Should Judges Use Passes?
(From the Chicago Daily News.)
Members of the bar and citizens generally may congratulate themselves that some of the judges do not look upon the accepting of passes as being proper. Judge Altgeld not only refuses to accept them, but believes that the entire system is radically wrong. A reporter for the Daily News asked:
"Judge, do the railroads send you many passes?"
"No, not now," was the reply. "Several years ago, when I went onto the bench, they sent me more than a dozen for myself and wife."

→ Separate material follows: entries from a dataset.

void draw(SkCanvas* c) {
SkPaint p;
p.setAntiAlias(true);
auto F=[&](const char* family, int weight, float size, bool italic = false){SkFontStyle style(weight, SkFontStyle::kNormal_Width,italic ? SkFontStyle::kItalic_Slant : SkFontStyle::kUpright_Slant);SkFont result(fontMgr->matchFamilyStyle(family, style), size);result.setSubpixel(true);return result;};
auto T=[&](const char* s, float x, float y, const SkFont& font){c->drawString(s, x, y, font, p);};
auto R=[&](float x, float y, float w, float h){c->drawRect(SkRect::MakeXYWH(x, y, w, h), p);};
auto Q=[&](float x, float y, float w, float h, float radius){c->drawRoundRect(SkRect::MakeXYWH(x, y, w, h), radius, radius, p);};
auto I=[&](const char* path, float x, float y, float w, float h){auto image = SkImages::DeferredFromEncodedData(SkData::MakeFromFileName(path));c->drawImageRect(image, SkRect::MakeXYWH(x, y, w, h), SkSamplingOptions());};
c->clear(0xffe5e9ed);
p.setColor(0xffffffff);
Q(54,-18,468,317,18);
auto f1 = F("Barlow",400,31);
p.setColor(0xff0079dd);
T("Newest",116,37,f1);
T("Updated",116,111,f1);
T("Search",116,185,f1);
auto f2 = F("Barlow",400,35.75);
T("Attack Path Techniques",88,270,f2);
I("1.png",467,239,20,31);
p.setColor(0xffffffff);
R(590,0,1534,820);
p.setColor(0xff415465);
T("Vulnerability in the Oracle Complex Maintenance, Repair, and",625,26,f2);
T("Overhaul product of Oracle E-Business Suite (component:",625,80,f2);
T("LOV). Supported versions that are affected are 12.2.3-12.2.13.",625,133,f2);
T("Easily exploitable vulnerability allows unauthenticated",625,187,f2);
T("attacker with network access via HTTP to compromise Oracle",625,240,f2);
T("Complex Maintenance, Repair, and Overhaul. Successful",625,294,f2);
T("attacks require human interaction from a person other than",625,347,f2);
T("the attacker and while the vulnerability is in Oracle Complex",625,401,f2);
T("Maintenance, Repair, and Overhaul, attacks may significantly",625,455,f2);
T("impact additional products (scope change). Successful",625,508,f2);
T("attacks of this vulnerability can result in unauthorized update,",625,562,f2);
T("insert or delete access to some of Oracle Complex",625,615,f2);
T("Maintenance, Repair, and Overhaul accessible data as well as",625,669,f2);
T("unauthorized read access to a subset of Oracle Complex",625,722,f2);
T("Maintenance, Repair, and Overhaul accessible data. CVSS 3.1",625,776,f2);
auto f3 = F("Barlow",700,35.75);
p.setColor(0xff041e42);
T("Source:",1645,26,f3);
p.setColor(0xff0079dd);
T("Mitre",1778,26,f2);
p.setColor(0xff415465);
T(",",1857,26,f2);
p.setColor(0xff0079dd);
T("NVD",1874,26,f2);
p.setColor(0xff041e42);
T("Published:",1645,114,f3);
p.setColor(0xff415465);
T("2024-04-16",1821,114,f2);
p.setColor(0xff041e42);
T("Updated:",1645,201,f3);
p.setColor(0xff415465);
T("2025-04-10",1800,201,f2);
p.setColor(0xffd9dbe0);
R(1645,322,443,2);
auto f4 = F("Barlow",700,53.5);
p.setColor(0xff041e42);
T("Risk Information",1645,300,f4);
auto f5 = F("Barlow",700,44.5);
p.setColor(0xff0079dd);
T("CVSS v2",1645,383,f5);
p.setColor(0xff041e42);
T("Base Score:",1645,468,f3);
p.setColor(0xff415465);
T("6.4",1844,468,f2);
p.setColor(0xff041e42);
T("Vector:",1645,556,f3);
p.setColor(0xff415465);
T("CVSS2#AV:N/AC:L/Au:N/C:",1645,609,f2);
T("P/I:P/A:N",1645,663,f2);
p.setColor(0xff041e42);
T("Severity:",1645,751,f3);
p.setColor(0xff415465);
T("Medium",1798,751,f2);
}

"May I ask what you did with them?"
"I sent them all back."
"Why did you send them back?"
"Well, on principle. I do not believe in accepting something for nothing, and then I do not think that a judge should accept favors from parties who either are or may become litigants in his court, and who would not offer him a pass if he were not judge. Even if it did not influence him, it tends to make the public and even the bar feel a little distrustful, and to that extent weakens his usefulness. If a livery stable keeper, who had cases in court, were to offer a judge the free use of his horses and buggies, a judge would feel that he could not accept it; for in offering him something which was not offered to the public, it was fair to assume that there was a special motive for the act, and the same rule will apply to railroads — at least the public think so — and to make the administration of justice effective, it is necessary that the public should, at least, have confidence in its integrity and impartiality."
"Then you don't use passes, Judge."
"No, sir; I have always paid my way, just like other people have to do."